[Saved data entries]

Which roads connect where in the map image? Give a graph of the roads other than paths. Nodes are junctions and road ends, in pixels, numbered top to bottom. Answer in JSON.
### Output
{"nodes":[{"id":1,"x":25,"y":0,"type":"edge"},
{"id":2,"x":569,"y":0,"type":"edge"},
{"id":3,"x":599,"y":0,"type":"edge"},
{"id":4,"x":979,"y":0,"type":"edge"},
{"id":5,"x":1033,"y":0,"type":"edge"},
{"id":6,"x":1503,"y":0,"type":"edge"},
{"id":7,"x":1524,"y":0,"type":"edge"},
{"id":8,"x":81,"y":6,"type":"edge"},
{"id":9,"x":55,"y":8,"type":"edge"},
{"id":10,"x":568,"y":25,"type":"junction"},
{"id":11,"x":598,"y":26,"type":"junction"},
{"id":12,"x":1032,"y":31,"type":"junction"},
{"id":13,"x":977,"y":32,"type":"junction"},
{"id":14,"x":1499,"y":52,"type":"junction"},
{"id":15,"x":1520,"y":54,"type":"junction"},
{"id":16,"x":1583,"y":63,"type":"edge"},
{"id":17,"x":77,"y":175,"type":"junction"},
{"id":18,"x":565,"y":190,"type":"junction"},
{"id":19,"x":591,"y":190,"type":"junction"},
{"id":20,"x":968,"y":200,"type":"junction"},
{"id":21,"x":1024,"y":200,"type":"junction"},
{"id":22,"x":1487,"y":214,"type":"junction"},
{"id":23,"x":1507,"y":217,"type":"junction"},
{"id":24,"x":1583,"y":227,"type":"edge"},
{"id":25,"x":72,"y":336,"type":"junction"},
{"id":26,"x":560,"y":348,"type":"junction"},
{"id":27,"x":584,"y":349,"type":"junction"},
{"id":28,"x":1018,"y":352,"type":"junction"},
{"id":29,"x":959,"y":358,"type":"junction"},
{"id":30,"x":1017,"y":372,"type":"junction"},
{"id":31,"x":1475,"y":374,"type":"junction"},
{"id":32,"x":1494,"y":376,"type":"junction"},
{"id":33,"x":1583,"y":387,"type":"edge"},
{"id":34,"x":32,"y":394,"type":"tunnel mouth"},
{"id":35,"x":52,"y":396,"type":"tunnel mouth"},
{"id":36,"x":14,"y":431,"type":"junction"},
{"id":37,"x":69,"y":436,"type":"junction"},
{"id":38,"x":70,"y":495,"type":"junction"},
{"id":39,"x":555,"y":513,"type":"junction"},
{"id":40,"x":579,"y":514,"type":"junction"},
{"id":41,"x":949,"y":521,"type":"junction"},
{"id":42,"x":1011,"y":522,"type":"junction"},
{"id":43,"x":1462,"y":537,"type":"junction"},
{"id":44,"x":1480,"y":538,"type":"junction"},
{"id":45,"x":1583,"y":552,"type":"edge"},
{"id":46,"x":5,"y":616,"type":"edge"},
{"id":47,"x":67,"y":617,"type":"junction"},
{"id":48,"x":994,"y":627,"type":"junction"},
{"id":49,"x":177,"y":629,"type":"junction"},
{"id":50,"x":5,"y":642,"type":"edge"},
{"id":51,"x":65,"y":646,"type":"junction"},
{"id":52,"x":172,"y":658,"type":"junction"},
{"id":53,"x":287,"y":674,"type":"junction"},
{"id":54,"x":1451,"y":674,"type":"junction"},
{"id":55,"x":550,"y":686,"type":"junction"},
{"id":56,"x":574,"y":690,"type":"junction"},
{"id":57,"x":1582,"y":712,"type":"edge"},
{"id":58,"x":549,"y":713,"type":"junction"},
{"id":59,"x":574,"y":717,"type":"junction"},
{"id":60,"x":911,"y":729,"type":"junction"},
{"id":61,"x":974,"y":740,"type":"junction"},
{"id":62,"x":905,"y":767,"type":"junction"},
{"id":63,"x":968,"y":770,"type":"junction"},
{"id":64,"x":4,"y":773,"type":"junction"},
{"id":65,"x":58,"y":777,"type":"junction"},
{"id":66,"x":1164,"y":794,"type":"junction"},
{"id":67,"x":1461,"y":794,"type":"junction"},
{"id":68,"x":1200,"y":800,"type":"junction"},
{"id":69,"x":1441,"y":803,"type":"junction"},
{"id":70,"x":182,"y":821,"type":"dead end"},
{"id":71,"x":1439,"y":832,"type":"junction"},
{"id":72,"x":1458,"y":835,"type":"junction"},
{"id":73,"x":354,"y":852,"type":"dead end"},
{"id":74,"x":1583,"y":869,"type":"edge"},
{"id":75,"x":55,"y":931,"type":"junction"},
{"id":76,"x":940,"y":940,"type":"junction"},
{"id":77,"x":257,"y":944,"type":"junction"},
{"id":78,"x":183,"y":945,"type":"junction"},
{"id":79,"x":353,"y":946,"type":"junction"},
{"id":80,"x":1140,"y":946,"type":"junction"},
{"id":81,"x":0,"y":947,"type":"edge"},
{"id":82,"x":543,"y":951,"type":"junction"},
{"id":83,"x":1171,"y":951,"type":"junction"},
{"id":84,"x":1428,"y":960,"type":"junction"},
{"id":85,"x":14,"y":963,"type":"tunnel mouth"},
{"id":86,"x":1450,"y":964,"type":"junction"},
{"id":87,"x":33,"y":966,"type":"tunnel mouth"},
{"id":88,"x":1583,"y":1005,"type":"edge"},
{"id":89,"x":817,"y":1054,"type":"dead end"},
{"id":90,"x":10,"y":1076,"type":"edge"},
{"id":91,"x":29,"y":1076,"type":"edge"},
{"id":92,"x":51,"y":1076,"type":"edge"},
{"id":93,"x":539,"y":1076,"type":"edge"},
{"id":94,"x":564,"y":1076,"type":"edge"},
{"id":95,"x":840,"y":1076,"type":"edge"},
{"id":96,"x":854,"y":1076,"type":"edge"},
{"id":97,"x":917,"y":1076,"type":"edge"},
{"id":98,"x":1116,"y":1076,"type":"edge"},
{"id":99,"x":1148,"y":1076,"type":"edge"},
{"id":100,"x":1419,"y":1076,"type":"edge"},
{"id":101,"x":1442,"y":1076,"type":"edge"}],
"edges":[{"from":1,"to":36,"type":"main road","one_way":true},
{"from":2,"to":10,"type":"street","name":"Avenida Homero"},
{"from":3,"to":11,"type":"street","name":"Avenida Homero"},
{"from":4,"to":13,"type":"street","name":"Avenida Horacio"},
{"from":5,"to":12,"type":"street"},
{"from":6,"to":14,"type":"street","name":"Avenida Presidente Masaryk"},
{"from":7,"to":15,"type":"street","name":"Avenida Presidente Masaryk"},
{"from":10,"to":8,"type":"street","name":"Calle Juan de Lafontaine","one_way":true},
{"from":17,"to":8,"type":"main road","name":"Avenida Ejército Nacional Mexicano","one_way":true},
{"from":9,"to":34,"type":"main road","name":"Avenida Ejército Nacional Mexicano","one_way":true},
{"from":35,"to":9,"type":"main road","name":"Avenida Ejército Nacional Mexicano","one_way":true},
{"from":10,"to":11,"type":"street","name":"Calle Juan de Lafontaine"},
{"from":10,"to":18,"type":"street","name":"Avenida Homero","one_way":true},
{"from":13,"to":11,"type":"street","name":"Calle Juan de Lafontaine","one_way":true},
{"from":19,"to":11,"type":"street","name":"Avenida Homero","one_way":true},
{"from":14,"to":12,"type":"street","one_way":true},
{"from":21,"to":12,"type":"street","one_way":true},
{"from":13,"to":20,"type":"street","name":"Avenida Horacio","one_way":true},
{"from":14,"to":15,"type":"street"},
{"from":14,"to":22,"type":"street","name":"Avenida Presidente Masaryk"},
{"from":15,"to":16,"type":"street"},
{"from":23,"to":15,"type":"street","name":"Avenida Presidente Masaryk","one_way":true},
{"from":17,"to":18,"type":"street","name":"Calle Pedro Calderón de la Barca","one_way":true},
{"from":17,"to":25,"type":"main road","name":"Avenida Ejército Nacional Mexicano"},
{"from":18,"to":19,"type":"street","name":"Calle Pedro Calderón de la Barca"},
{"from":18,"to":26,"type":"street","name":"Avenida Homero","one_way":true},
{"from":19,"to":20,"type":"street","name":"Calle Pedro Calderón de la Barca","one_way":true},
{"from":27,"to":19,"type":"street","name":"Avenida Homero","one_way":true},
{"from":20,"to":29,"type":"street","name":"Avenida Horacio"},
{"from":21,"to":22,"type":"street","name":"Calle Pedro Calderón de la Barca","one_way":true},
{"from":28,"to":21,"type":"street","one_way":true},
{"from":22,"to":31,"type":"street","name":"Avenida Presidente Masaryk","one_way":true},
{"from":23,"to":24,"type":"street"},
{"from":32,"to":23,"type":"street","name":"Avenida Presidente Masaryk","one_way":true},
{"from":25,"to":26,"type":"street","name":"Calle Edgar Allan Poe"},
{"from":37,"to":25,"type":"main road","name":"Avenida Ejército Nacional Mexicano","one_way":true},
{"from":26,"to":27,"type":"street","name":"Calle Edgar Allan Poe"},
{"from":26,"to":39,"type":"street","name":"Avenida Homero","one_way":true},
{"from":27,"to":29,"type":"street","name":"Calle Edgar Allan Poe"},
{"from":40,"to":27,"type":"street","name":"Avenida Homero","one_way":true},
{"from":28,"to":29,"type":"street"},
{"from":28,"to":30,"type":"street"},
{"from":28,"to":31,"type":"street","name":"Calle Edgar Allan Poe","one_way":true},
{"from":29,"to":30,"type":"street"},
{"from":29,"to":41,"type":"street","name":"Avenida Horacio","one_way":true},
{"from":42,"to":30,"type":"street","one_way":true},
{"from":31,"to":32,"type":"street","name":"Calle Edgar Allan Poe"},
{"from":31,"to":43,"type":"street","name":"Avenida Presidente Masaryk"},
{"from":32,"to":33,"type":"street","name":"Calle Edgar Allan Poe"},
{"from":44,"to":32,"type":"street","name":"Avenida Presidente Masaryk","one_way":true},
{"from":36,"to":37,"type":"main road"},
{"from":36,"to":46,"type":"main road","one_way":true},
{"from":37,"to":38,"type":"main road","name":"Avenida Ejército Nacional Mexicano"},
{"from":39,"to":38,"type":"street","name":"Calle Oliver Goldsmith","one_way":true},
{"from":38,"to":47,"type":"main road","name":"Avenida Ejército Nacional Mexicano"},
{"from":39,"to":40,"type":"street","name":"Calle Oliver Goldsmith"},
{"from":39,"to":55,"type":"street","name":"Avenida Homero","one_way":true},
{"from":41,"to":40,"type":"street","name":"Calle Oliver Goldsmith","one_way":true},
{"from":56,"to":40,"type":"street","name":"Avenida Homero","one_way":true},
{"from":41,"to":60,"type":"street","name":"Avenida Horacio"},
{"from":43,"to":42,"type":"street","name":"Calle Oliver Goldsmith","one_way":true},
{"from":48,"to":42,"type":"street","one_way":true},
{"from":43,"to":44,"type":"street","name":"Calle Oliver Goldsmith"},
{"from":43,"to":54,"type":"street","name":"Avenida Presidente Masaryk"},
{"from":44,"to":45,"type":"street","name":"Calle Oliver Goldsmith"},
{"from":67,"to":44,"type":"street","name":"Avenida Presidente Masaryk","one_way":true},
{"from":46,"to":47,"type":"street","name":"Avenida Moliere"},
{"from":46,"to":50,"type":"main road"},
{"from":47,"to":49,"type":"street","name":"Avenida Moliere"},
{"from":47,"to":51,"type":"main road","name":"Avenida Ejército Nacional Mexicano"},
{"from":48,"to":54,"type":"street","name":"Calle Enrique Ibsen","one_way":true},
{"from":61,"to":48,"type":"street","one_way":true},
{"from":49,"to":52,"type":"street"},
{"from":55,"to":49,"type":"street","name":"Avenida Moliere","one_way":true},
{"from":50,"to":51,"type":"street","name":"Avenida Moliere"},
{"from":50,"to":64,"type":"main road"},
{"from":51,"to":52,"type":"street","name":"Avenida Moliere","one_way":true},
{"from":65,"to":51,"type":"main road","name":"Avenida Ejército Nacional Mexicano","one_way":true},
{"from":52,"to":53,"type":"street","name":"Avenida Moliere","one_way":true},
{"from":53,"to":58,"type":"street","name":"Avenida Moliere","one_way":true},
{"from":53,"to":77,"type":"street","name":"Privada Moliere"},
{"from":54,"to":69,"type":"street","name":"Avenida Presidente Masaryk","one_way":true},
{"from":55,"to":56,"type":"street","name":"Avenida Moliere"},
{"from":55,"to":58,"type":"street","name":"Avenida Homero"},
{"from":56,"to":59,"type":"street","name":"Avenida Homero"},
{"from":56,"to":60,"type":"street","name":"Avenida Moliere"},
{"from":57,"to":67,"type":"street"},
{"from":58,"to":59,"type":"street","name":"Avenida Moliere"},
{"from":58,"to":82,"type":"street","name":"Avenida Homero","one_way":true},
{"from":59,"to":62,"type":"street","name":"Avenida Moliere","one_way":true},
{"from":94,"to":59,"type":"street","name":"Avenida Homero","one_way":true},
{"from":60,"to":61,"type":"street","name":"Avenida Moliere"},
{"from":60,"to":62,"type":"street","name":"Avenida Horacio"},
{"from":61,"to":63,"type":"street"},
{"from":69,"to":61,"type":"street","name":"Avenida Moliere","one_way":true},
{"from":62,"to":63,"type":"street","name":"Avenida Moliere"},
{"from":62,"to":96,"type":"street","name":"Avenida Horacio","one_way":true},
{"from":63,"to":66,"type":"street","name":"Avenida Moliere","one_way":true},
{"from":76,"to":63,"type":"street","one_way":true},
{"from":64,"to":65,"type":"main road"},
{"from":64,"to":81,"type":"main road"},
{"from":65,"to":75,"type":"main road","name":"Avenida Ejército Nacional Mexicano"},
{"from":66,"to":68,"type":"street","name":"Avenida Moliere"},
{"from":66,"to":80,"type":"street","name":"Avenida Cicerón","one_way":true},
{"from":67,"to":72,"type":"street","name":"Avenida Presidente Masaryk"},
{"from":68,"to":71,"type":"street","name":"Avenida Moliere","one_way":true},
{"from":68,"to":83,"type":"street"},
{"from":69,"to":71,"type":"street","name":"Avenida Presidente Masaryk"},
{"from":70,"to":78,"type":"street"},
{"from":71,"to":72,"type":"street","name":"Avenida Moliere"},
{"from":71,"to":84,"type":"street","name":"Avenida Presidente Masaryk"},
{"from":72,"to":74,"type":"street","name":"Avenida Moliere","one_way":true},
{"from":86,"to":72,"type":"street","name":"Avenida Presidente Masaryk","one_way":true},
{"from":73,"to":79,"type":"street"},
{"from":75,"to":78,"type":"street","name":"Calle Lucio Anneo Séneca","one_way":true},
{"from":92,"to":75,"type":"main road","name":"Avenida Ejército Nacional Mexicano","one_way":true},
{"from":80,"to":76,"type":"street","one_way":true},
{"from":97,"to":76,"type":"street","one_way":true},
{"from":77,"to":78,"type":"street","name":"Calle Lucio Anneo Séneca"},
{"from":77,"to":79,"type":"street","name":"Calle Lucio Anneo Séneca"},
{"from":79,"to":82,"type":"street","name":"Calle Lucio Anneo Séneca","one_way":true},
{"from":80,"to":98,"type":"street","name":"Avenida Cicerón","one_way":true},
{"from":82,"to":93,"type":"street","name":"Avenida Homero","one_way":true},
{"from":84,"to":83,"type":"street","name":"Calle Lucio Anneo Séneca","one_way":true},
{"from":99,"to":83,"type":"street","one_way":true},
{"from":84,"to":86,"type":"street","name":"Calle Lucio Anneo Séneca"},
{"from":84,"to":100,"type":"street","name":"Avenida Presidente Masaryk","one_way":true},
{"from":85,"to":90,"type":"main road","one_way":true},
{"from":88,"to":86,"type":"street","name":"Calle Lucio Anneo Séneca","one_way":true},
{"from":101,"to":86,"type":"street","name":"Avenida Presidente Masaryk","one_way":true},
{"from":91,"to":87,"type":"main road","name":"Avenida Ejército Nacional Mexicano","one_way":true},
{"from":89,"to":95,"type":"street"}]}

[TASK DESCRIPTION]
Please copy out each line in the entries that mentions the string "Goldsmith".

[EXERCISE RESPONSE]
{"from":39,"to":38,"type":"street","name":"Calle Oliver Goldsmith","one_way":true},
{"from":39,"to":40,"type":"street","name":"Calle Oliver Goldsmith"},
{"from":41,"to":40,"type":"street","name":"Calle Oliver Goldsmith","one_way":true},
{"from":43,"to":42,"type":"street","name":"Calle Oliver Goldsmith","one_way":true},
{"from":43,"to":44,"type":"street","name":"Calle Oliver Goldsmith"},
{"from":44,"to":45,"type":"street","name":"Calle Oliver Goldsmith"},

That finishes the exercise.